立体裁断? というよりもピン打ち確認



私自身、立体裁断はあまり得意ではありません。
学生時代も「これで身頃・袖、全部作るのは非効率すぎる!」とやりながら考えていました。

それでも、ラペルと襟だけは立体の良さを感じました。

ラペルと襟は返り線で返ってからデザインします。平面でもある程度までは出来るのですが、最後、ひっくりかえった後の形。それと、襟周りの寸法が不足しないかどうか。

仮縫いをすれば良いのですが、その前段階で一度半身だけ仮布で作りミシンがけ。
そのあと、襟をピンで付けてみます。

これで最低限の形と襟周り寸法が不足しないかどうかは確認する事が出来ます。
今回も形、矢印の部分。ちょっと色気が出過ぎているので直線的に修正します。



WORKERSの物作り、一番最初に「レプリカ」というものがありました。
現物をそのままなぞってXXの型紙を作ってみたり、既成品をコピーしてみたり。

私は本来の型紙製作のシステムがわかっている訳ではありません。それこそ、テーラーさんだったりパタンナーさんだったりのようには理解出来ていません。

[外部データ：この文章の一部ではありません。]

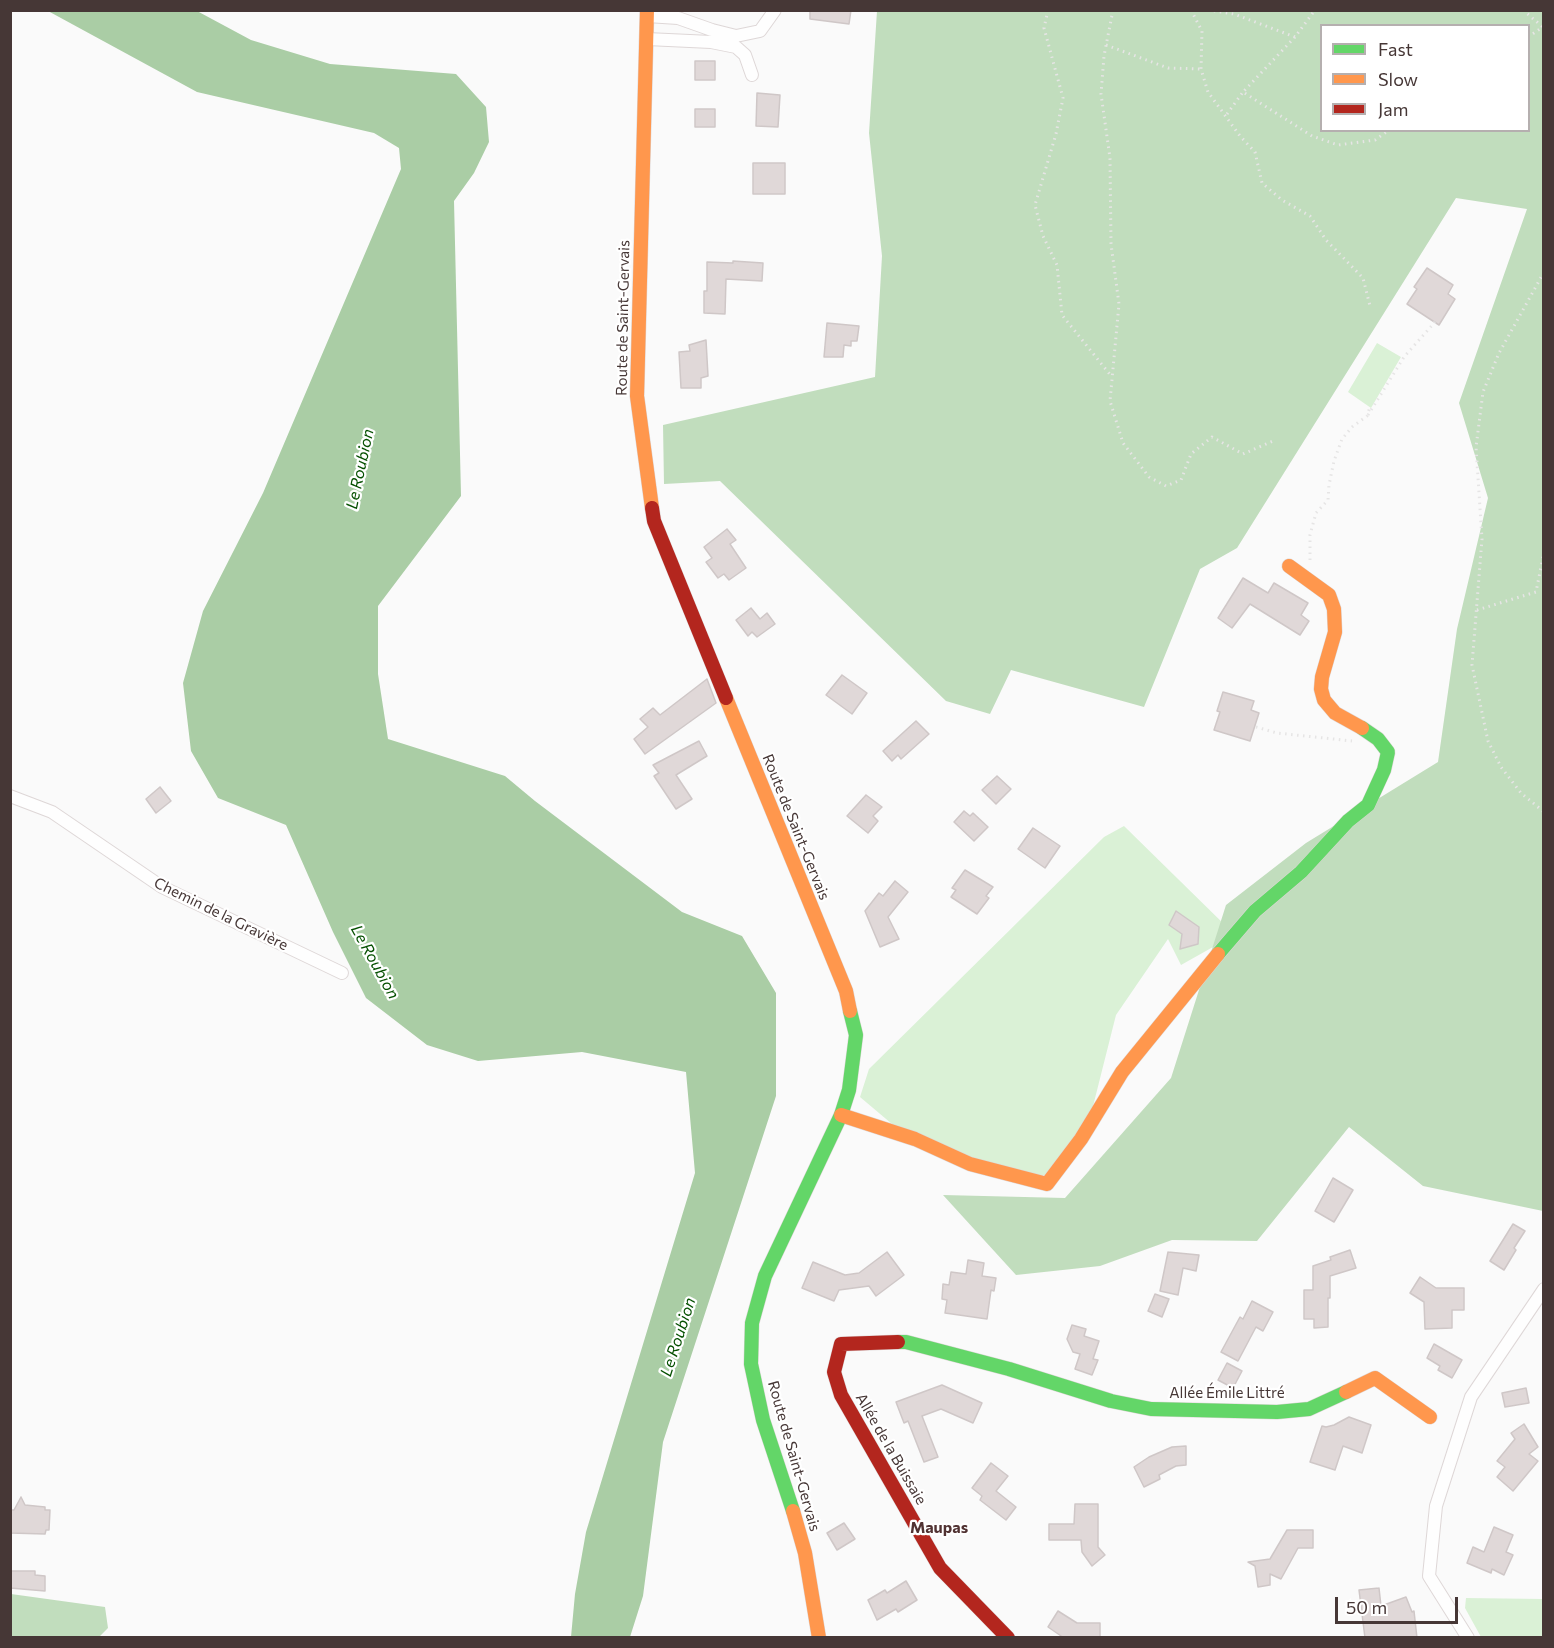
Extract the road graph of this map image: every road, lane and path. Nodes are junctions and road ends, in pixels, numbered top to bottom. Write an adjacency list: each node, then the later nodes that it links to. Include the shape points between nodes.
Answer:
1 (776, 10): 8 (street, via 760,31 736,36)
2 (1048, 10): 22 (path, via 1044,28 1063,98 1035,204 1043,236 1057,265 1062,315)
3 (1113, 10): 13 (path)
4 (1191, 10): 14 (path, via 1202,31)
5 (1208, 10): 11 (path, via 1234,14)
6 (1314, 10): 11 (path)
7 (1523, 10): 9 (path)
8 (647, 13): 12 (street, Route de Saint-Gervais)
9 (1543, 28): 10 (path)
10 (1530, 36)
11 (1295, 37): 16 (path)
12 (646, 39): 15 (street, via 736,47 745,55); 35 (street, Route de Saint-Gervais, via 637,396 654,521 846,991 856,1035 849,1090)
13 (1106, 45): 14 (path, via 1168,68); 22 (path, via 1101,94 1110,158 1111,244 1119,304)
14 (1201, 69): 17 (path, via 1208,92)
15 (752, 75)
16 (1243, 92): 17 (path); 18 (path, via 1312,136 1338,145 1376,140)
17 (1226, 115): 20 (path, via 1256,152 1262,183 1282,201 1310,216 1326,240 1363,279)
18 (1386, 132)
19 (1544, 272): 29 (path, via 1499,352 1483,392 1476,447 1482,539)
20 (1370, 306)
21 (1435, 322): 24 (path, via 1404,357)
22 (1112, 376): 25 (path, via 1110,401 1123,444 1149,477 1166,486 1181,480 1191,454 1212,437 1243,454)
23 (1370, 407): 24 (path)
24 (1366, 416): 28 (path, via 1342,439 1334,461 1328,500 1316,513 1310,535)
25 (1273, 441)
26 (1544, 552): 29 (path, via 1536,592)
27 (1289, 566): 28 (street)
28 (1309, 580): 31 (street, via 1329,595 1334,609 1335,632 1322,676 1324,700 1335,713)
29 (1477, 610): 33 (path, via 1472,665 1488,741 1501,767)
30 (1256, 727): 31 (path, via 1277,733)
31 (1381, 742): 35 (street, via 1388,752 1368,805 1301,872 1255,911 1206,968 1122,1072 1081,1139 1047,1184 970,1164 915,1139)
32 (10, 796): 34 (street, Chemin de la Gravière, via 52,812 162,887)
33 (1544, 812)
34 (342, 973)
35 (841, 1115): 39 (street, Route de Saint-Gervais, via 765,1276 752,1323 751,1365 760,1409 805,1553)
36 (1544, 1289): 41 (street, via 1471,1397 1436,1506 1429,1576)
37 (1009, 1369): 38 (street, Allée Émile Littré, via 1111,1401 1151,1409 1309,1409 1375,1378); 40 (street, Allée de la Buissaie, via 906,1342 841,1344 834,1372 840,1395 940,1568)
38 (1430, 1417)
39 (819, 1638)
40 (1008, 1638)
41 (1468, 1638)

本来は、人体の骨格はこう、体が動くとこう、だからここにはこれだけの寸法が必要で・・・と型紙はひくものです。

そんな中で「レプリカ」という作業をする事で、アイテムごとの型紙の傾向であったり寸法であったりを経験則で覚えてきました。要するに「完璧なルールはわからないけれど、結果としてこの線、この寸法が必要な事はわかる」というやり方です。

このやり方は、求める線・寸法に早くたどりつける反面、完全にルールがわかっている訳ではないのでアイテムごとに毎回、0から勉強が必要になります。

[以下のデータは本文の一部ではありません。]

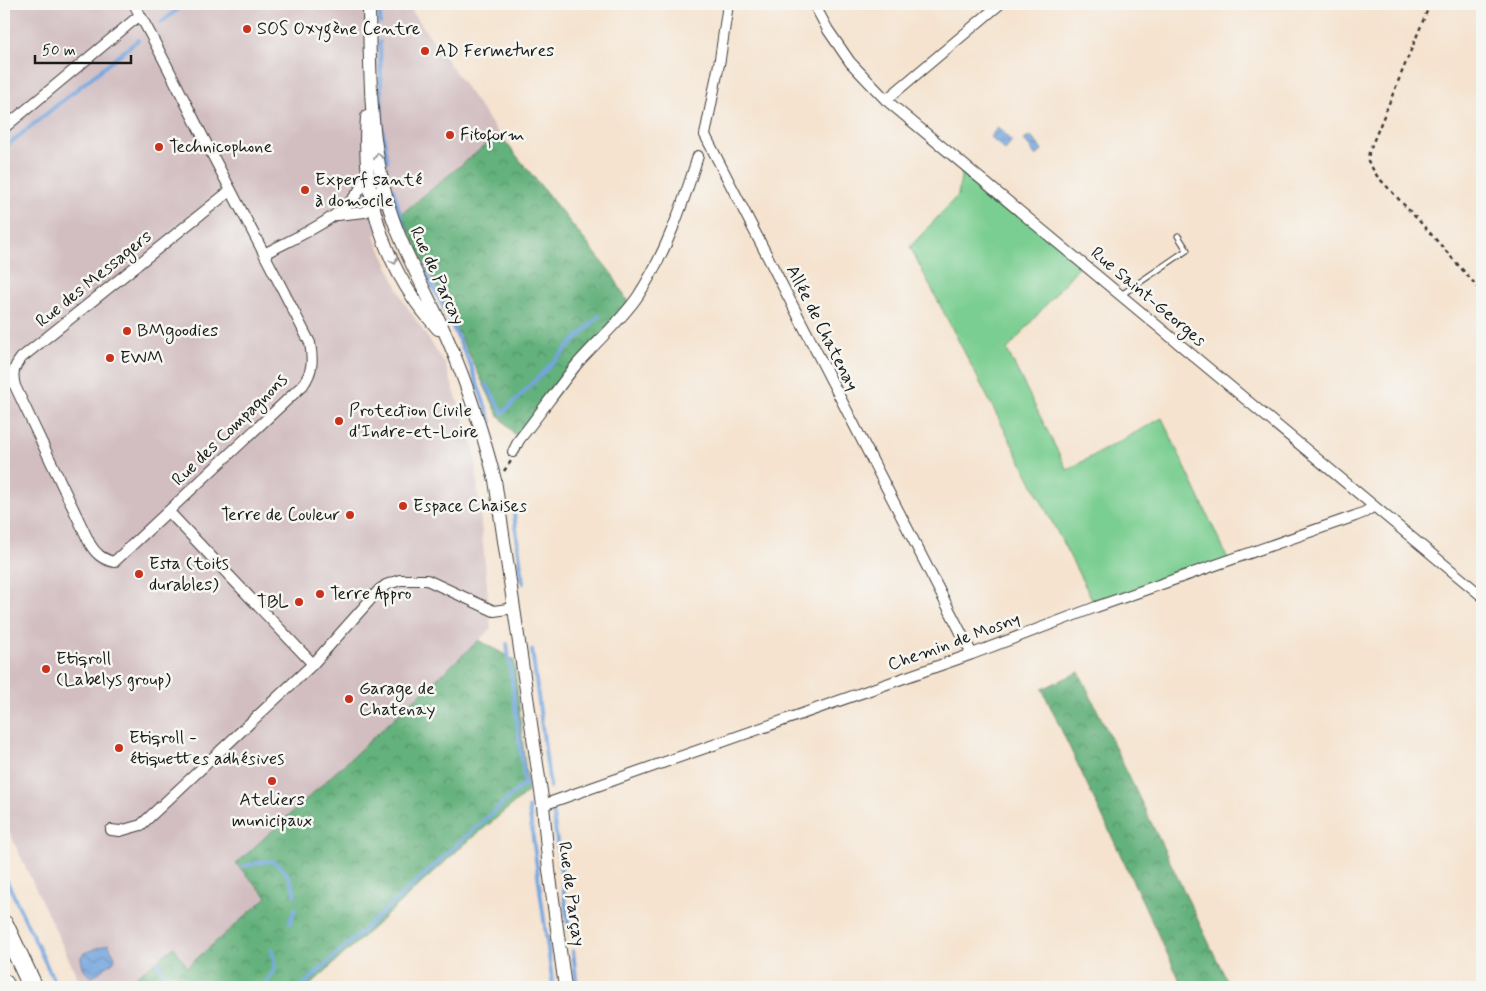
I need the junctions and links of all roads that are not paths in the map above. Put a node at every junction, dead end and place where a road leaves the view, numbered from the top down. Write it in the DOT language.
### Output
graph roads {
  1 [pos="134,4"];
  2 [pos="369,4"];
  3 [pos="728,4"];
  4 [pos="814,4"];
  5 [pos="1000,4"];
  6 [pos="140,15"];
  7 [pos="370,95"];
  8 [pos="886,100"];
  9 [pos="4,128"];
  10 [pos="705,135"];
  11 [pos="367,172"];
  12 [pos="383,182"];
  13 [pos="231,190"];
  14 [pos="352,200"];
  15 [pos="373,206"];
  16 [pos="337,215"];
  17 [pos="1178,236"];
  18 [pos="264,254"];
  19 [pos="418,277"];
  20 [pos="1121,295"];
  21 [pos="450,348"];
  22 [pos="513,452"];
  23 [pos="1374,506"];
  24 [pos="168,512"];
  25 [pos="114,562"];
  26 [pos="1482,596"];
  27 [pos="514,608"];
  28 [pos="972,654"];
  29 [pos="314,664"];
  30 [pos="543,805"];
  31 [pos="111,830"];
  32 [pos="4,925"];
  33 [pos="33,987"];
  34 [pos="565,987"];
  1 -- 6 [label="street"];
  2 -- 7 [label="street, Rue de Parcay"];
  3 -- 10 [label="street"];
  4 -- 8 [label="street, Rue Saint-Georges"];
  5 -- 8 [label="street"];
  6 -- 9 [label="street"];
  6 -- 13 [label="street"];
  7 -- 11 [label="street, Rue de Parcay"];
  12 -- 7 [label="street, Rue de Parcay, one-way"];
  8 -- 20 [label="street, Rue Saint-Georges"];
  10 -- 22 [label="street"];
  10 -- 28 [label="street, Allée de Chatenay"];
  11 -- 14 [label="street"];
  11 -- 15 [label="street, Rue de Parcay"];
  12 -- 15 [label="street"];
  12 -- 19 [label="street, Rue de Parcay"];
  13 -- 18 [label="street"];
  13 -- 25 [label="street, Rue des Messagers"];
  14 -- 15 [label="street"];
  14 -- 16 [label="street"];
  15 -- 16 [label="street"];
  15 -- 19 [label="street"];
  15 -- 21 [label="street, Rue de Parcay, one-way"];
  16 -- 18 [label="street"];
  17 -- 20 [label="lane"];
  18 -- 24 [label="street, Rue des Compagnons"];
  19 -- 21 [label="street, Rue de Parcay"];
  20 -- 23 [label="street, Rue Saint-Georges"];
  21 -- 27 [label="street, Rue de Parçay"];
  23 -- 26 [label="street, Rue Saint-Georges"];
  23 -- 28 [label="street, Chemin de Mosny"];
  24 -- 25 [label="street, Rue des Compagnons"];
  24 -- 29 [label="street, Rue des Compagnons"];
  27 -- 29 [label="street"];
  27 -- 30 [label="street, Rue de Parçay"];
  28 -- 30 [label="street, Chemin de Mosny"];
  29 -- 31 [label="street"];
  30 -- 34 [label="street, Rue de Parçay"];
  32 -- 33 [label="highway"];
}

どちらが正解、不正解は無いと思います。結果として出来上がった洋服がお客様に満足していただけるものであればどちらも正解です。

ただ、ともするとパタンナーさんの作られた型紙は「そのパタンナーのルール」が勝ってしまう場合があります。もちろん、そのブランド、アイテム、テイストによって本来のルールを逸脱したり、そのアイテムが持つ独自のルールまで理解されているパタンナーさんもおられますが。


この「完璧にルールがわかるかどうか」という事に学生時代は思い悩みました。
たとえ、目の前に今欲しい物が出来たとしても、ルールがわからなければ次、デザインを変えた時に出来ないではないか!と。

ただ、その後本職のパタンナーさんと話してみても、結局、すべてに通用するルールは無くて、最低限のルール+その時々のアレンジが必要な事がわかりました。

そこで「レプリカ」が大好きだった私にしか出来ない型紙のひき方、方法論を突き詰めていこうと思ったわけです。結果、家に入りきらない服の山となっていますが。